Seeking Relief From Heat and Smog, Cities Follow the Wind


Seeking Relief From Heat and Smog, Cities Follow the Wind
Decades ago, the German city of Stuttgart studied local air flow patterns to guide its postwar rebuilding. Now Asia’s megacities are taking lessons to combat smog.

By Matthew Ponsford
July 31, 2025 at 8:42 AM EDT


(Bloomberg CityLab) Take a tram on a hot summer day in Stuttgart and you might hear people grumble about schlechte Luft — or bad air. “Not bad in the sense of evil,” says Indrawan Prabaharyaka, a researcher in urban anthropology at Humboldt University of Berlin. “It’s sticky air — the air is too thick."

The city of two million is built along the Neckar River, in a wide, sink-shaped valley. Residents have long known that the steep hills have a tendency to trap tailpipe emissions and factory fumes, leaving a stagnant fug of pollutants. But topography also provides natural remedies to this smog. Slow-moving natural wind currents weave through the city, drawing cool air by night from meadows and vineyards higher on the hills into the downtown at the base of the valley. Locals call these Luftbahnen (airways), Kaltluftschneisen (cold air corridors), or, most commonly, Frischluftschneisen (fresh air corridors).

If you’re lucky, you might meet a Stuttgarter — often someone older, says Prabaharyaka — who can show you exactly where the air flows around their neighborhood. “People are quite aware of their local microclimate,” says the Jakarta-born ethnographer.
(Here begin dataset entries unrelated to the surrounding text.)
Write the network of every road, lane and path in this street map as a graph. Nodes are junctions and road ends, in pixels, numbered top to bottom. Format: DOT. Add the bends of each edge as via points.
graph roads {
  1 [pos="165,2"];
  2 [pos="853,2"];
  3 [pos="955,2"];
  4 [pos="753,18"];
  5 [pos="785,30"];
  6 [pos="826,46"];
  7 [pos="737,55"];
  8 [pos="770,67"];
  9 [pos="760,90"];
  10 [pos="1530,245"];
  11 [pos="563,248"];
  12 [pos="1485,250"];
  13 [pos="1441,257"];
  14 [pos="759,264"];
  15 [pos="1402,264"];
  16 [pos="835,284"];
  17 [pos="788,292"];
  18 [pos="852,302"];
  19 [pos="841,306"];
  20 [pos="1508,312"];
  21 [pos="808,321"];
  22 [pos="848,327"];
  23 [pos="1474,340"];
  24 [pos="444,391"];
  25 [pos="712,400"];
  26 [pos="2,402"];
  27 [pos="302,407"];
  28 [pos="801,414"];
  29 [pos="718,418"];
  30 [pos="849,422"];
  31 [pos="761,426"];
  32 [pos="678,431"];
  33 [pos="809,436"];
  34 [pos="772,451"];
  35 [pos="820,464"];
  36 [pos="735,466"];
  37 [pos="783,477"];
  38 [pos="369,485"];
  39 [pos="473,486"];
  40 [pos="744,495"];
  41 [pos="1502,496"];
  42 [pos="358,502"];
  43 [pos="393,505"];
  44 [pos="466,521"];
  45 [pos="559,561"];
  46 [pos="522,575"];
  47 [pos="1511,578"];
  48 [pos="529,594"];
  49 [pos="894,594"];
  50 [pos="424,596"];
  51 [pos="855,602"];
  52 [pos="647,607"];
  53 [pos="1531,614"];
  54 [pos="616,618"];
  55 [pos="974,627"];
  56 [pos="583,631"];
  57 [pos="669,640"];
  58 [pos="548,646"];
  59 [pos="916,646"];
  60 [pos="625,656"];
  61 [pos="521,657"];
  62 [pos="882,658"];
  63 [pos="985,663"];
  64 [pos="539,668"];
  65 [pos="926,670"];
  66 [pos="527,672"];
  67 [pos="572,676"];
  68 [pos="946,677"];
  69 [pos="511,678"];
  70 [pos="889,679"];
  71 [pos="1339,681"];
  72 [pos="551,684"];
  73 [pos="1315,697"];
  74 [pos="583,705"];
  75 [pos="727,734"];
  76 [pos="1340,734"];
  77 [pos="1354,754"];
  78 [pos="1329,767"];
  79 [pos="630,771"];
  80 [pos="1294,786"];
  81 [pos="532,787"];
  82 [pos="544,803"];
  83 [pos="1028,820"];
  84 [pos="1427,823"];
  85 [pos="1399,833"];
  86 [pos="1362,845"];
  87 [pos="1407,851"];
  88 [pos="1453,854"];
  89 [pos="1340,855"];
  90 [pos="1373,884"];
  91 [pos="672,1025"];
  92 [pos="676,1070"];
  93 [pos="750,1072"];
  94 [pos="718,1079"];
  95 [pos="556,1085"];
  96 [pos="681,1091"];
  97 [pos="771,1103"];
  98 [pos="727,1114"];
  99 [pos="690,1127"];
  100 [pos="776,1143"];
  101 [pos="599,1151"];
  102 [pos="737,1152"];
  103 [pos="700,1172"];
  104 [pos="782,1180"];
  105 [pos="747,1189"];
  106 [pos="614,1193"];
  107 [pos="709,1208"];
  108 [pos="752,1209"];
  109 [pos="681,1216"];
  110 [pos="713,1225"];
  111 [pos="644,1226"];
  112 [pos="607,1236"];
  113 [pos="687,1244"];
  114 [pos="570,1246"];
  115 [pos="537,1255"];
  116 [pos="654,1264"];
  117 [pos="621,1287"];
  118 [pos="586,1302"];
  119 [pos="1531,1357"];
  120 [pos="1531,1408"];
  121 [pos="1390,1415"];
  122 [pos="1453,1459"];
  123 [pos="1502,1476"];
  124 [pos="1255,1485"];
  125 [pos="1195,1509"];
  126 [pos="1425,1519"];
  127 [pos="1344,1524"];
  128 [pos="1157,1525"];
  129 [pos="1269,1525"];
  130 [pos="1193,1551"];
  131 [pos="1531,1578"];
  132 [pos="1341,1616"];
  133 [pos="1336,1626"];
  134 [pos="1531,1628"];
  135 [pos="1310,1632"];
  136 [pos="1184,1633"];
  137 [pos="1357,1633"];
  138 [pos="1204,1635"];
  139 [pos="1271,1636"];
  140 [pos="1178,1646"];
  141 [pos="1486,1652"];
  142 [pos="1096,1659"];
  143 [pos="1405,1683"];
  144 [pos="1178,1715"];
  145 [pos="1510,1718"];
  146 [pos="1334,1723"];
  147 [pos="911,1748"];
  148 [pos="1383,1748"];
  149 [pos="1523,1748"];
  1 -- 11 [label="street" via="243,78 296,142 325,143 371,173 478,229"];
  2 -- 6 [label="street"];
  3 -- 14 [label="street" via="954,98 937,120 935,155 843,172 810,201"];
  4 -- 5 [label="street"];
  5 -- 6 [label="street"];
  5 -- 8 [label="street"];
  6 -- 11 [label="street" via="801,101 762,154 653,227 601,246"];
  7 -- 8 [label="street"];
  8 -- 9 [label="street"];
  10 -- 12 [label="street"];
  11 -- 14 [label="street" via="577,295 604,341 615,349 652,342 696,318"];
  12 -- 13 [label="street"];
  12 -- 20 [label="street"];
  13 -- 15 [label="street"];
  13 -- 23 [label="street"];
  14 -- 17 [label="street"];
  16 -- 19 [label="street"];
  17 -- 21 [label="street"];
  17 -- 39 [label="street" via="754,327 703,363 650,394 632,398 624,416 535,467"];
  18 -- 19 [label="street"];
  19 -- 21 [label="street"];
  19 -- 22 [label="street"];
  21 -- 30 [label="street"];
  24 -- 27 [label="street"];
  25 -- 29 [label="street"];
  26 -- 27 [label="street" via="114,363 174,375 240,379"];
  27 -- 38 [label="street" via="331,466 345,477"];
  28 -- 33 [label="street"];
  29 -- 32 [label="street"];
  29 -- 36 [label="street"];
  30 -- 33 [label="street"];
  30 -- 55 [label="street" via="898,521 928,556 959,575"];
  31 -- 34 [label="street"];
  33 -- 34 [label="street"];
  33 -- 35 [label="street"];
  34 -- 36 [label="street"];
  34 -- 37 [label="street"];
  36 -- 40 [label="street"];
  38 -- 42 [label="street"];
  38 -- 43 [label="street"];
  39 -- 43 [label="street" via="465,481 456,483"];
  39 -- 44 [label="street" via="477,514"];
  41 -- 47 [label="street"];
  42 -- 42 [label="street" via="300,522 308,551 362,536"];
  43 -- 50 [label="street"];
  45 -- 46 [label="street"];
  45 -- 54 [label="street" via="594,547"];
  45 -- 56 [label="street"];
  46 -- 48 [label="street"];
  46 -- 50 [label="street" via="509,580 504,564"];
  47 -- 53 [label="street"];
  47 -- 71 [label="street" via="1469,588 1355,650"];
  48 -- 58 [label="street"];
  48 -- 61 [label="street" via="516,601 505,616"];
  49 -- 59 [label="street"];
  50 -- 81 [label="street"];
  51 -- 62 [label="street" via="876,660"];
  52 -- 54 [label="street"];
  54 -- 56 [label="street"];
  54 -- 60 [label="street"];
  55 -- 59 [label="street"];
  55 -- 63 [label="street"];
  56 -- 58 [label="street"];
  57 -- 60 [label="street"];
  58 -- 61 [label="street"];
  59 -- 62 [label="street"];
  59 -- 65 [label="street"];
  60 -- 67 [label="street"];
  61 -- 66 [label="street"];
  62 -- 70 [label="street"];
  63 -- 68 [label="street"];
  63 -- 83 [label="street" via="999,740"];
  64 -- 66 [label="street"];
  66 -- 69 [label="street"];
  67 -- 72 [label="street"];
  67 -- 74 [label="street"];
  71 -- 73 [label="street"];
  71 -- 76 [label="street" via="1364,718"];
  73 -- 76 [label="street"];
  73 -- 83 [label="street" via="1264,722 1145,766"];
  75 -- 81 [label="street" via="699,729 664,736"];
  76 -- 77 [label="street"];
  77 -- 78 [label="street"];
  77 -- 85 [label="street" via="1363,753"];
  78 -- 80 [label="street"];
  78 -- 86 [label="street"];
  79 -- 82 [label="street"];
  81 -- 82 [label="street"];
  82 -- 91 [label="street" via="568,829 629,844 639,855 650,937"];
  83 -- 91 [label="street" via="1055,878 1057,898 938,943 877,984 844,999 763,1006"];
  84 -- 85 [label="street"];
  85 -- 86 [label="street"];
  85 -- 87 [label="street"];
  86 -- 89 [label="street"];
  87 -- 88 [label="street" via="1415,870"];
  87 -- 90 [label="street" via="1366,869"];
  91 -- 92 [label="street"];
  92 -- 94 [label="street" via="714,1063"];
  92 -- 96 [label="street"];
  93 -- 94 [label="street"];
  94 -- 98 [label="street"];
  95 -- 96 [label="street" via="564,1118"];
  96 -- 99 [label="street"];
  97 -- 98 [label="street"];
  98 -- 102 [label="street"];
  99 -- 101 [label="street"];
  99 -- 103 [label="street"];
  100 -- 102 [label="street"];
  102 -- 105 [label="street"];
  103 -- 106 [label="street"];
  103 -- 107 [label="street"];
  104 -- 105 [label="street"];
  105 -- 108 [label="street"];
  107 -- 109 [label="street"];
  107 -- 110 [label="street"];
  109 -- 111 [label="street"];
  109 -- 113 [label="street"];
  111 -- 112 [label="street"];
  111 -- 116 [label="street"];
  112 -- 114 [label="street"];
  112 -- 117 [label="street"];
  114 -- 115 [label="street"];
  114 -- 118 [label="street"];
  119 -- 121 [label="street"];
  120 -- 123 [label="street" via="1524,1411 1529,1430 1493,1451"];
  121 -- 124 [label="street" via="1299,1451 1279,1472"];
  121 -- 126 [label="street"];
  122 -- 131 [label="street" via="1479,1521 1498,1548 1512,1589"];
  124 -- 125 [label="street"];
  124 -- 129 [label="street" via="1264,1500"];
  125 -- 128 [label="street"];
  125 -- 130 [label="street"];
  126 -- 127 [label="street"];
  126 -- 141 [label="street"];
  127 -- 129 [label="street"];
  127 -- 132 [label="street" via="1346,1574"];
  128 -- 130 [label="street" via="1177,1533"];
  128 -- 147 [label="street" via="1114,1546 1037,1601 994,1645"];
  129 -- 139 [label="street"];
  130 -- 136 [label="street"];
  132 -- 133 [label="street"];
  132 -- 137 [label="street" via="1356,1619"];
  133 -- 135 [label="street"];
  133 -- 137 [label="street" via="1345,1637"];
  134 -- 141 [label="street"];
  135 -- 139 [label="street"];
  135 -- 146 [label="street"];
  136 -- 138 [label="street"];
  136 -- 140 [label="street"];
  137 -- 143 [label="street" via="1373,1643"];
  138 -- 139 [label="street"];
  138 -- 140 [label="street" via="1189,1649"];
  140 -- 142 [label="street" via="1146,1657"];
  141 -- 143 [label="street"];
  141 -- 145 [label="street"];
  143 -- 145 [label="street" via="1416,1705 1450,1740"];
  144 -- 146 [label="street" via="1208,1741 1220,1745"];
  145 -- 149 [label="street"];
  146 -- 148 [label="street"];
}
Renters in the dense neighborhood of Stuttgart-West often complain about the stillness of their local air, compared to the “thinner” atmosphere in leafy outer suburbs.

The locals’ intimacy with their winds comes off as a curious quirk in Stuttgart, a staid and affluent industrial city that’s home to automakers Mercedes-Benz and Porsche. But according to Prabaharyaka, who has been studying the city’s “aeroroutes” for one of his current projects, this knowledge reflects a unique eight-decade-long experiment in urban climatology. Since the 1950s, Stuttgart has organized its development to maximize natural airflow, preventing construction that would interrupt wind corridors and protecting green areas that allow cooler air to coalesce. ..................(more)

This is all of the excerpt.